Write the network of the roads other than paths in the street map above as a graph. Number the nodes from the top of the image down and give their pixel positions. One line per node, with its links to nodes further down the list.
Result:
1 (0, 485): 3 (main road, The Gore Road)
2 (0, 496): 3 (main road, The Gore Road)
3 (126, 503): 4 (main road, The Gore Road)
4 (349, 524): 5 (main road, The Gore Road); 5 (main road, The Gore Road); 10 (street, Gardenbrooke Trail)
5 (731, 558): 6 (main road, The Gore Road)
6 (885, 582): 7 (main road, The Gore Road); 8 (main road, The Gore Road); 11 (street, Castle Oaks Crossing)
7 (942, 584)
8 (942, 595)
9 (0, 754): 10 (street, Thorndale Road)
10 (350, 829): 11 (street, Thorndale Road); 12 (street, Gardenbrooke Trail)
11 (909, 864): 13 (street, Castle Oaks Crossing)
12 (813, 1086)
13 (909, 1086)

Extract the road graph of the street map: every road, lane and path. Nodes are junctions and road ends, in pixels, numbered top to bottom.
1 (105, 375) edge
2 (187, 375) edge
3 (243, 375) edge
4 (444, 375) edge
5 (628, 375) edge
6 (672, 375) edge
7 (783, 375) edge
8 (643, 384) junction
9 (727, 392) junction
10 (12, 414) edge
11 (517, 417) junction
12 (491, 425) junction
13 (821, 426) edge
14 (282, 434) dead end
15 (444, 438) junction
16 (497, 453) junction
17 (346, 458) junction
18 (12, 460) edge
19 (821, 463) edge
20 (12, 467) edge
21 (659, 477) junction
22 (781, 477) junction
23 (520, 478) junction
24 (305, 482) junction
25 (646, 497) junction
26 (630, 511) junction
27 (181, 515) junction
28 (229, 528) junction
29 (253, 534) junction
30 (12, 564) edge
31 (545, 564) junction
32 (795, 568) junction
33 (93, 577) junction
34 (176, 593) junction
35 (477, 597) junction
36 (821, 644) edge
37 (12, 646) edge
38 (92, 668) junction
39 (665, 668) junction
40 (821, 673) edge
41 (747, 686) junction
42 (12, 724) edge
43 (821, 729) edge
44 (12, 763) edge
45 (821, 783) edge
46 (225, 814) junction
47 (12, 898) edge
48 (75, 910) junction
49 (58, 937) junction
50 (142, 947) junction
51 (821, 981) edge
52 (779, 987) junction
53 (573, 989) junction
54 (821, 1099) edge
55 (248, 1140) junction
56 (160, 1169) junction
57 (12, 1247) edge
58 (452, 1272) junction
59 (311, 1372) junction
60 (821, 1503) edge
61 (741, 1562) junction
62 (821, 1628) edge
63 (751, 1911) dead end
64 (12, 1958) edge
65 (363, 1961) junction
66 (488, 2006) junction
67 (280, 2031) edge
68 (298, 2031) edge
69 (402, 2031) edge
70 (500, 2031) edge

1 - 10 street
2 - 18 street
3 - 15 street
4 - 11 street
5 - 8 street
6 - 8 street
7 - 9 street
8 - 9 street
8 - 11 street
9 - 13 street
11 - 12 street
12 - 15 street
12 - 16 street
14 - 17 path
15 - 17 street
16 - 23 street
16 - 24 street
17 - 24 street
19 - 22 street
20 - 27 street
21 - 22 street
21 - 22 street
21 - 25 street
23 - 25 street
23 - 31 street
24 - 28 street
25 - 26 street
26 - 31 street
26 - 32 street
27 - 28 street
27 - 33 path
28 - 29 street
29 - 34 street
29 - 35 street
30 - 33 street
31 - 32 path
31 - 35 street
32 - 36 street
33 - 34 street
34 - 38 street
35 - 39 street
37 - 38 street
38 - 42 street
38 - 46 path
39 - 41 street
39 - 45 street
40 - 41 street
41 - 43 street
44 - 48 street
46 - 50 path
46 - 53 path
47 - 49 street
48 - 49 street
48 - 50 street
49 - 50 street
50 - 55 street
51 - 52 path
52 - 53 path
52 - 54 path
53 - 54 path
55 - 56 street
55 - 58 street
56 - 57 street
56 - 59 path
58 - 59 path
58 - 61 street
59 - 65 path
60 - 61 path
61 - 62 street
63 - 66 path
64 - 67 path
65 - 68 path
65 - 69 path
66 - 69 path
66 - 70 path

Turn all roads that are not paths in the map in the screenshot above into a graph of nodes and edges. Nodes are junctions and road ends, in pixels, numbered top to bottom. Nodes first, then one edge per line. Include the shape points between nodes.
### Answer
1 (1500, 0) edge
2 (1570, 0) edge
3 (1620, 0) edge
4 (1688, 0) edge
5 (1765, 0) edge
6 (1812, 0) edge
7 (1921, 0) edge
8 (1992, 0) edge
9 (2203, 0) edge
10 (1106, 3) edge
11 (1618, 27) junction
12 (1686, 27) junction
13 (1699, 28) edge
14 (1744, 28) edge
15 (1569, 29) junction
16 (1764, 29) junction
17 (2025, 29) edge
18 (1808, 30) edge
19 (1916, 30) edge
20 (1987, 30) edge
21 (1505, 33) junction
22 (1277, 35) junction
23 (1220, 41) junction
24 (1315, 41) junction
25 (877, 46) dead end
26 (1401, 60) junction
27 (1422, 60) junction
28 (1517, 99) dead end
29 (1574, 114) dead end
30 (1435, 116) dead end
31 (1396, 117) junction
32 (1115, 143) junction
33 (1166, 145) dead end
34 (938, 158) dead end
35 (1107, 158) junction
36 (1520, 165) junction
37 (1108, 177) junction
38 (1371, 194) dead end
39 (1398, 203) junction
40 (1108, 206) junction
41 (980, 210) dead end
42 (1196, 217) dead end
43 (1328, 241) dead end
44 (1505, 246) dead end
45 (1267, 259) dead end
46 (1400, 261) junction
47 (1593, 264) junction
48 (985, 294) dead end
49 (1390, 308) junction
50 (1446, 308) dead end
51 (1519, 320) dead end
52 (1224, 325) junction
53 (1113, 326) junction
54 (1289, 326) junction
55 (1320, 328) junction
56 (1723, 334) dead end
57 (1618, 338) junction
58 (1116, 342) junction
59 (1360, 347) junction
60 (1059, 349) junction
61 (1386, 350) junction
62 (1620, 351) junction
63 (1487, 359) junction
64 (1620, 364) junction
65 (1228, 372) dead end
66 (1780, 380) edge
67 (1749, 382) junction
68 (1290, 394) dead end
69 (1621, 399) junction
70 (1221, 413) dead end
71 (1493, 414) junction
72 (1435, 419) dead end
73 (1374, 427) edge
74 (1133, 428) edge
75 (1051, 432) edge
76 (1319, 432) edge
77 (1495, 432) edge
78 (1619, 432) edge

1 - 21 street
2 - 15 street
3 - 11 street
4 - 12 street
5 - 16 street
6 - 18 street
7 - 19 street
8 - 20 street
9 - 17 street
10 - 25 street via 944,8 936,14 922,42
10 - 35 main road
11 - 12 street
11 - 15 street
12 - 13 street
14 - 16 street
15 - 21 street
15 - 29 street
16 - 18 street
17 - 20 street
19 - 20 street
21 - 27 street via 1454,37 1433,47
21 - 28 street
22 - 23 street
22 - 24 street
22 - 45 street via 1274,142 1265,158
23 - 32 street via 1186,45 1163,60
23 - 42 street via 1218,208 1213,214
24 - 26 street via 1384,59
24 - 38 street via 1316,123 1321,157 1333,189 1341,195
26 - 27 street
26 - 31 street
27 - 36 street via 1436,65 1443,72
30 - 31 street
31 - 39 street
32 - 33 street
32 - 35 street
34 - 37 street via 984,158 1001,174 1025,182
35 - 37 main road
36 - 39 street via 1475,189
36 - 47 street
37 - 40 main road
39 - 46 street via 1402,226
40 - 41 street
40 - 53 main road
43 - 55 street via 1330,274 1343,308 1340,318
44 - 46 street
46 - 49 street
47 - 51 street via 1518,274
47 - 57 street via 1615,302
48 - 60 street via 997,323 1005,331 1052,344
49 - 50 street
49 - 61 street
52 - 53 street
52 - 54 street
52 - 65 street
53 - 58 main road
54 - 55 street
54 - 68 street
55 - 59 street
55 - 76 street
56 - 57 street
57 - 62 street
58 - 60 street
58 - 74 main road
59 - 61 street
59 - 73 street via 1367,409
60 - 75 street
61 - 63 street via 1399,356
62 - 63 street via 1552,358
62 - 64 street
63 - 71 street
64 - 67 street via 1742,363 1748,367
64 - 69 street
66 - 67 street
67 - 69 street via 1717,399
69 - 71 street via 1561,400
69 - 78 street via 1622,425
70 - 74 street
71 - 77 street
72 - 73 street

Exercise aim » Going line by line through the data, tally each one that includes the string "Gardenbrooke", and answer with the tally only.

Response to this task » 2